Try it >> Reproduce the data exactly as given, except for any images.

*** Materials provided ***

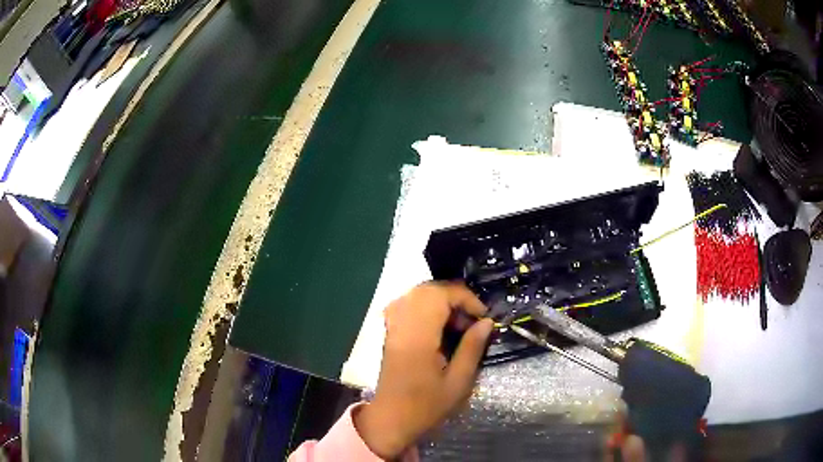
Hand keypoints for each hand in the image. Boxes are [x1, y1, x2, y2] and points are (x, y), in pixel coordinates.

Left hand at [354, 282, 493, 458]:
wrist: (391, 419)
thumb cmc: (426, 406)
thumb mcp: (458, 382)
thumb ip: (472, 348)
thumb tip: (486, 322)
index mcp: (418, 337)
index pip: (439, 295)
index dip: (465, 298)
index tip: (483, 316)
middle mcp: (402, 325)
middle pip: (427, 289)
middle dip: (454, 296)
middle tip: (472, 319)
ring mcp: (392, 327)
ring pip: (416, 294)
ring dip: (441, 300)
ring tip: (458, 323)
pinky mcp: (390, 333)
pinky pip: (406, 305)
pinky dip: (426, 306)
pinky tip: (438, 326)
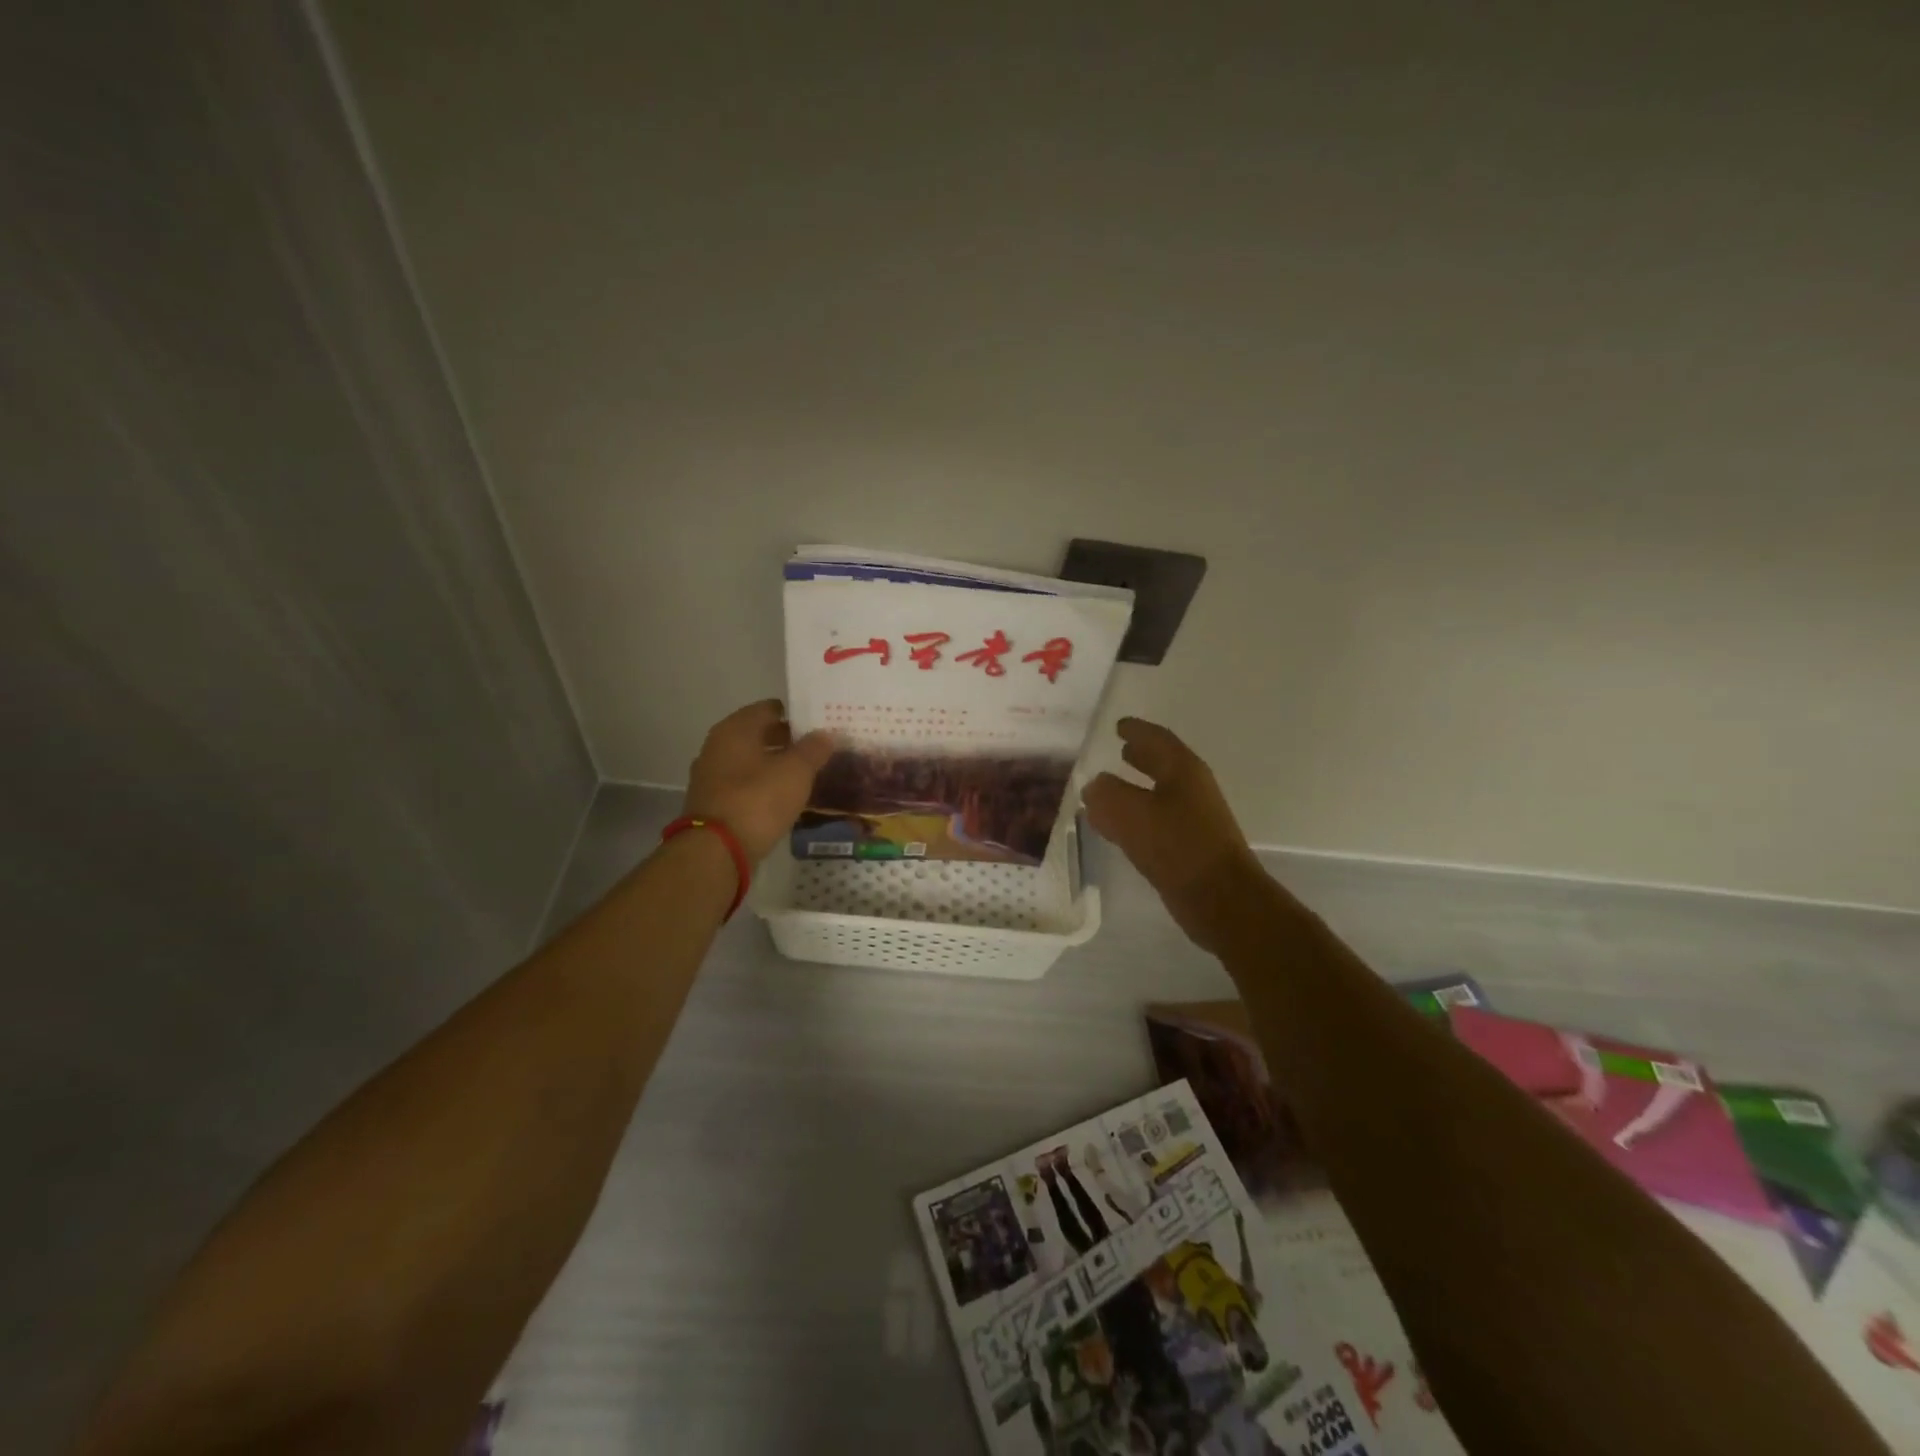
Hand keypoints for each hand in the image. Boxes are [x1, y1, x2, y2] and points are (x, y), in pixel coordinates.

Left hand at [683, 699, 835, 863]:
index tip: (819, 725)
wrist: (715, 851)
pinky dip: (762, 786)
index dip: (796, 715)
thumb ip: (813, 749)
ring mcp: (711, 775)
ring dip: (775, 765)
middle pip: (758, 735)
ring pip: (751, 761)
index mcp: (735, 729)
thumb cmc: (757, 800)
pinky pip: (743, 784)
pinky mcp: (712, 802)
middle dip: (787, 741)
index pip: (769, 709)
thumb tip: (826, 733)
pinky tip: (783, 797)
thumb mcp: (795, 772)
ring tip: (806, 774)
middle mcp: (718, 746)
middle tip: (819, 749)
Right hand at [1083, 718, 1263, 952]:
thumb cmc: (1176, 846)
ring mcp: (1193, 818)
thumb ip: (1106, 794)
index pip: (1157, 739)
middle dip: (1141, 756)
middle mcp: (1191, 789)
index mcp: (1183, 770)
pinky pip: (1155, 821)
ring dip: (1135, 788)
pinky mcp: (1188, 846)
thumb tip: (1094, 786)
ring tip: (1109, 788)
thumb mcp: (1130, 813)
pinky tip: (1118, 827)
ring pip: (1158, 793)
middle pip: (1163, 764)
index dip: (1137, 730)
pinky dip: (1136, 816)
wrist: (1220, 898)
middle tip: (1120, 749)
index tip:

*** End of Materials provided ***

Solution to this task >>
Hand keypoints for each hand in the image. Boxes are [x1, y1, x2, y2] and points are (x, y), in pixel coordinates.

Left hand at [354, 282, 493, 458]:
wrist: (391, 419)
thumb cmc: (426, 406)
thumb mcp: (458, 382)
thumb ip: (472, 348)
thumb tip: (486, 322)
index mcp: (418, 337)
index pip: (439, 295)
index dip: (465, 298)
index tip: (483, 316)
middle mcp: (402, 325)
middle pip: (427, 289)
middle dip: (454, 296)
middle tip: (472, 319)
ring mcp: (392, 327)
ring pip: (416, 294)
ring dip: (441, 300)
ring tip: (458, 323)
pinky mcp: (390, 333)
pinky pip: (406, 305)
pinky dip: (426, 306)
pinky tip: (438, 326)
Hand keypoints for each hand in the image. Boxes are [x1, y1, x2, y2] and points are (x, y), in pixel coordinates.

Left hand at [683, 699, 835, 863]:
index tip: (819, 725)
wrist: (715, 851)
pinky dip: (762, 786)
index dip: (796, 715)
thumb ip: (813, 749)
ring mcp: (711, 775)
ring dip: (775, 765)
middle pip: (758, 735)
ring pip: (751, 761)
index mcp: (735, 729)
thumb cmc: (757, 800)
pinky pip: (743, 784)
pinky mcp: (712, 802)
middle dip: (787, 741)
index pip: (769, 709)
thumb tip: (826, 733)
pinky tip: (783, 797)
thumb mcp: (795, 772)
ring tip: (806, 774)
middle mcp: (718, 746)
middle tip: (819, 749)
Right hand at [1083, 718, 1263, 952]:
thumb cmc: (1176, 846)
ring mcp: (1193, 818)
thumb ip: (1106, 794)
index pip: (1157, 739)
middle dip: (1141, 756)
middle mcp: (1191, 789)
index mcp: (1183, 770)
pinky pip: (1155, 821)
ring dip: (1135, 788)
pinky mcp: (1188, 846)
thumb tip: (1094, 786)
ring tip: (1109, 788)
thumb mcp: (1130, 813)
pinky tip: (1118, 827)
ring pip: (1158, 793)
middle pip: (1163, 764)
index dip: (1137, 730)
pinky dip: (1136, 816)
wrist: (1220, 898)
middle tip: (1120, 749)
index tip:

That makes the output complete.